Located near the Artis Zoo, another of the city’s breathing spaces, this is another example of seventeenth century bourgeois patronage, when economic prosperity marked the life and form of the city, and the bourgeoisie firmly committed themselves to building palaces, parks and other works of art.
In this case, it was doctors and chemists who took the initiative to build this garden as a site for the cultivation of medicinal plants. This job had thitherto been the work of the convents, but they had closed because of the religious conflicts.
The garden was established in 1638, albeit with a different arrangement. It was not until 1682, when it was moved to the Plantage district, that it became the Hortus Botanicus. Here it was to fulfil a twofold function as both a botanical and a recreational garden.

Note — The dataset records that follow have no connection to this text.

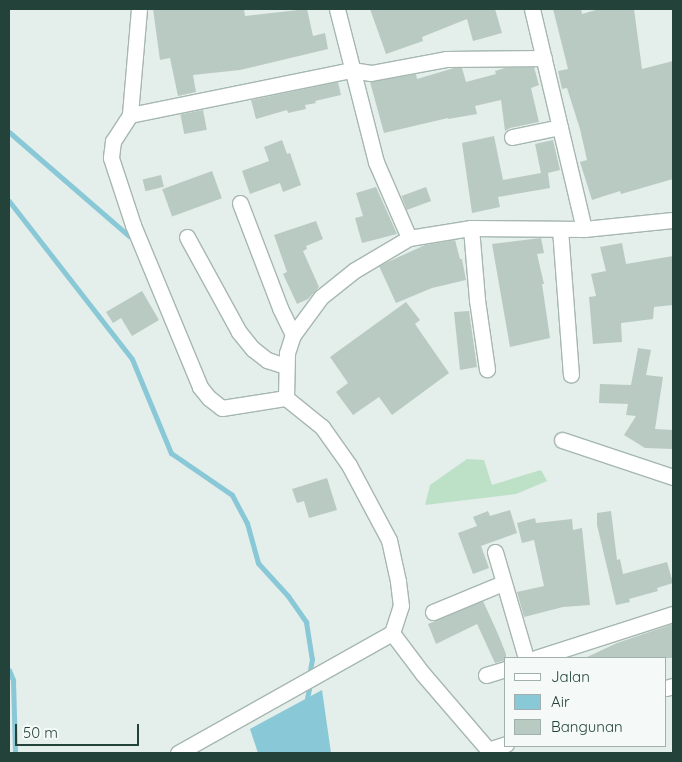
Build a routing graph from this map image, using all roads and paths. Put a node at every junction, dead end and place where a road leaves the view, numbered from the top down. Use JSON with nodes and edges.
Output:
{"nodes":[{"id":1,"x":139,"y":9,"type":"edge"},
{"id":2,"x":337,"y":9,"type":"edge"},
{"id":3,"x":532,"y":9,"type":"edge"},
{"id":4,"x":544,"y":58,"type":"junction"},
{"id":5,"x":352,"y":70,"type":"junction"},
{"id":6,"x":130,"y":115,"type":"junction"},
{"id":7,"x":560,"y":127,"type":"junction"},
{"id":8,"x":512,"y":137,"type":"dead end"},
{"id":9,"x":240,"y":203,"type":"dead end"},
{"id":10,"x":673,"y":220,"type":"edge"},
{"id":11,"x":470,"y":228,"type":"junction"},
{"id":12,"x":560,"y":229,"type":"junction"},
{"id":13,"x":584,"y":229,"type":"junction"},
{"id":14,"x":187,"y":237,"type":"dead end"},
{"id":15,"x":408,"y":238,"type":"junction"},
{"id":16,"x":293,"y":335,"type":"junction"},
{"id":17,"x":285,"y":366,"type":"junction"},
{"id":18,"x":487,"y":369,"type":"dead end"},
{"id":19,"x":571,"y":375,"type":"dead end"},
{"id":20,"x":286,"y":398,"type":"junction"},
{"id":21,"x":562,"y":440,"type":"dead end"},
{"id":22,"x":673,"y":478,"type":"edge"},
{"id":23,"x":495,"y":552,"type":"dead end"},
{"id":24,"x":503,"y":583,"type":"junction"},
{"id":25,"x":433,"y":612,"type":"dead end"},
{"id":26,"x":673,"y":614,"type":"edge"},
{"id":27,"x":392,"y":633,"type":"junction"},
{"id":28,"x":526,"y":657,"type":"edge"},
{"id":29,"x":539,"y":657,"type":"edge"},
{"id":30,"x":504,"y":669,"type":"edge"},
{"id":31,"x":486,"y":675,"type":"dead end"},
{"id":32,"x":504,"y":745,"type":"edge"},
{"id":33,"x":489,"y":752,"type":"edge"},
{"id":34,"x":178,"y":753,"type":"edge"}],
"edges":[{"from":1,"to":6,"type":"street"},
{"from":2,"to":5,"type":"street"},
{"from":3,"to":4,"type":"street"},
{"from":4,"to":5,"type":"street"},
{"from":4,"to":7,"type":"street"},
{"from":5,"to":6,"type":"street"},
{"from":5,"to":15,"type":"street"},
{"from":6,"to":20,"type":"street"},
{"from":7,"to":8,"type":"street"},
{"from":7,"to":13,"type":"street"},
{"from":9,"to":16,"type":"street"},
{"from":10,"to":13,"type":"street"},
{"from":11,"to":12,"type":"street"},
{"from":11,"to":15,"type":"street"},
{"from":11,"to":18,"type":"street"},
{"from":12,"to":13,"type":"street"},
{"from":12,"to":19,"type":"street"},
{"from":14,"to":17,"type":"street"},
{"from":15,"to":16,"type":"street"},
{"from":16,"to":17,"type":"street"},
{"from":17,"to":20,"type":"street"},
{"from":20,"to":27,"type":"street"},
{"from":21,"to":22,"type":"street"},
{"from":23,"to":24,"type":"street"},
{"from":24,"to":25,"type":"street"},
{"from":24,"to":28,"type":"street"},
{"from":26,"to":29,"type":"street"},
{"from":27,"to":33,"type":"street"},
{"from":27,"to":34,"type":"street"},
{"from":30,"to":31,"type":"street"},
{"from":32,"to":33,"type":"street"}]}
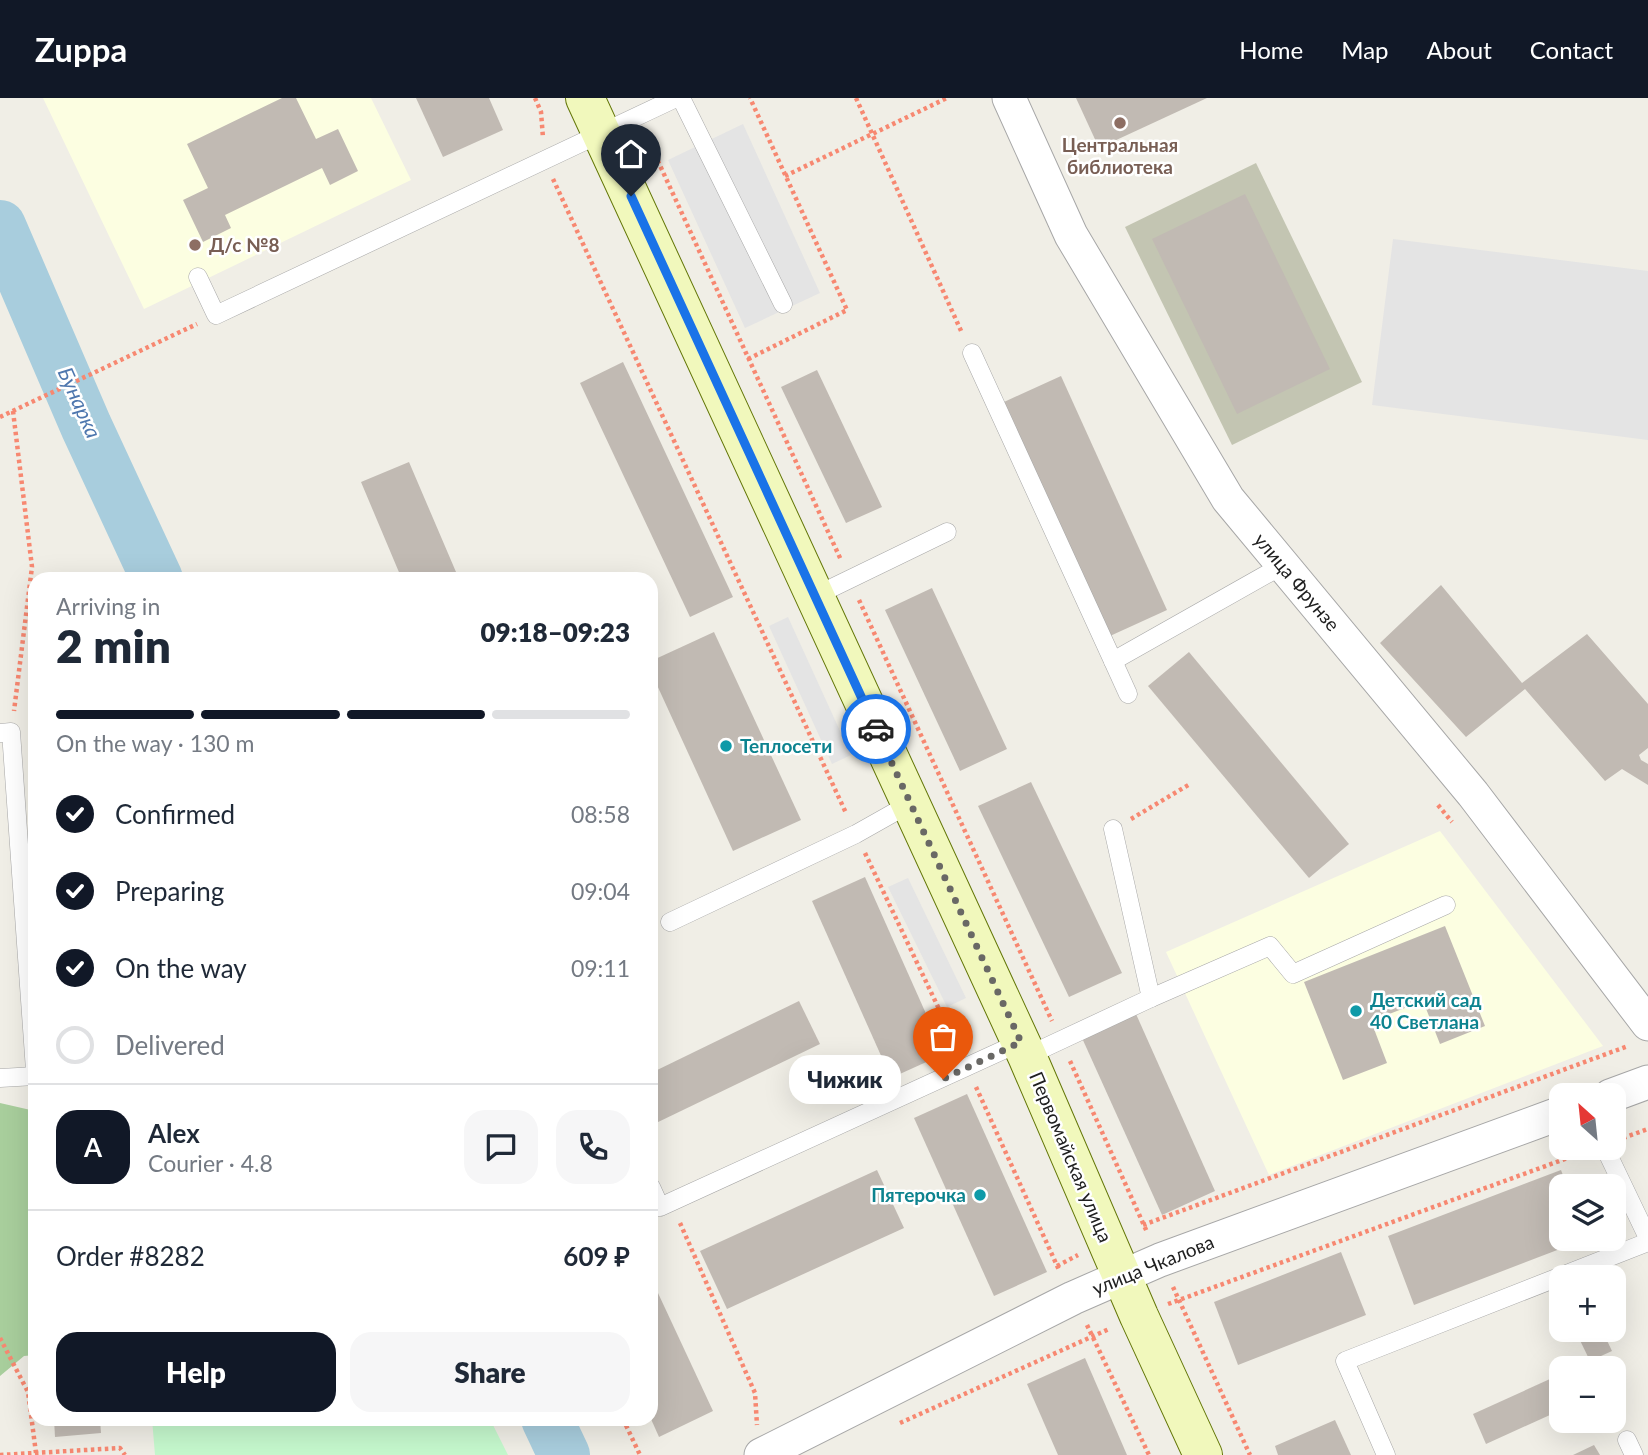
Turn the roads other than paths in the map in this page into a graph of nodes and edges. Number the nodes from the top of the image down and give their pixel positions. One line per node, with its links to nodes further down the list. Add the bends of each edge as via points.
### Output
1 (585, 98): 4 (main road, Первомайская улица)
2 (678, 98): 4 (lane); 6 (lane)
3 (1009, 98): 9 (street, улица Фрунзе, via 1071,235 1228,499)
4 (601, 132): 5 (lane, via 216,315); 10 (main road, Первомайская улица)
5 (198, 277)
6 (783, 304)
7 (972, 353): 11 (lane)
8 (947, 533): 10 (lane)
9 (1283, 565): 11 (lane); 20 (street, улица Фрунзе, via 1473,794)
10 (813, 597): 14 (main road, Первомайская улица)
11 (1113, 661): 12 (lane)
12 (1128, 694)
13 (5, 732): 18 (lane)
14 (911, 803): 17 (lane); 21 (main road, Первомайская улица)
15 (1113, 829): 19 (lane)
16 (1446, 905): 19 (lane, via 1293,974 1270,946)
17 (670, 922)
18 (28, 991)
19 (1151, 998): 21 (lane)
20 (1639, 1034)
21 (1036, 1046): 28 (lane, via 967,1068 660,1207); 30 (main road, Первомайская улица)
22 (28, 1076): 23 (lane)
23 (0, 1078)
24 (1648, 1082): 25 (street)
25 (1626, 1090)
26 (1549, 1117): 30 (street, улица Чкалова)
27 (1611, 1160): 29 (lane)
28 (658, 1203)
29 (1648, 1240): 33 (lane, via 1345,1361)
30 (1122, 1276): 31 (street, улица Чкалова); 32 (main road, Первомайская улица)
31 (759, 1441)
32 (1203, 1455)
33 (1386, 1455)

Furthermore, many of the exotic species that are currently to be found in Europe, arrived with the merchants of the India Company in the sixteenth and seventeenth centuries and were grown in the Hortus Botanicus. Just as these plants from faraway countries reached Europe via the garden, it also become the departure point for species that were later established in those countries. An example, is the cultivation of the oil palm, which was very important in Indonesia, or the coffee tree that Louis XIV, the Sun King, received from the Hortus and planted in his American colonies, thus becoming a forerunner of the coffee trade. A total of four thousand different species of curative, exotic and ornamental plants are currently grown in the garden.
Do not forget to visit the Orangerie, on the same site. This is a building from 1875 that was initially used as a reading room and then as a greenhouse for exotic species. It is now a beautiful café in the midst of the vegetation.
There are three greenhouses to delight botany lovers. The first, the Three-climate House, is home to tropical, subtropical and desert species. The second, the Palm House, in early twentieth-century brick architecture, is home to the palms. The third, the Butterfly House, is one of the biggest attractions of the Hortus. And what is inside? you can well imagine: the flapping wings of hundreds of tropical butterflies.
Once outside, the herb garden features medicinal and aromatic plants and the semicircular garden is covered with a lovely blanket of flowers.
It does not matter when you visit the city because the Hortus is always magnificent. Here, you can also take pictures of species the appearance, smell, or impossible combination of colours of which seem truly otherworldly. When you go home and show your photos, no one will believe you have only been to Holland.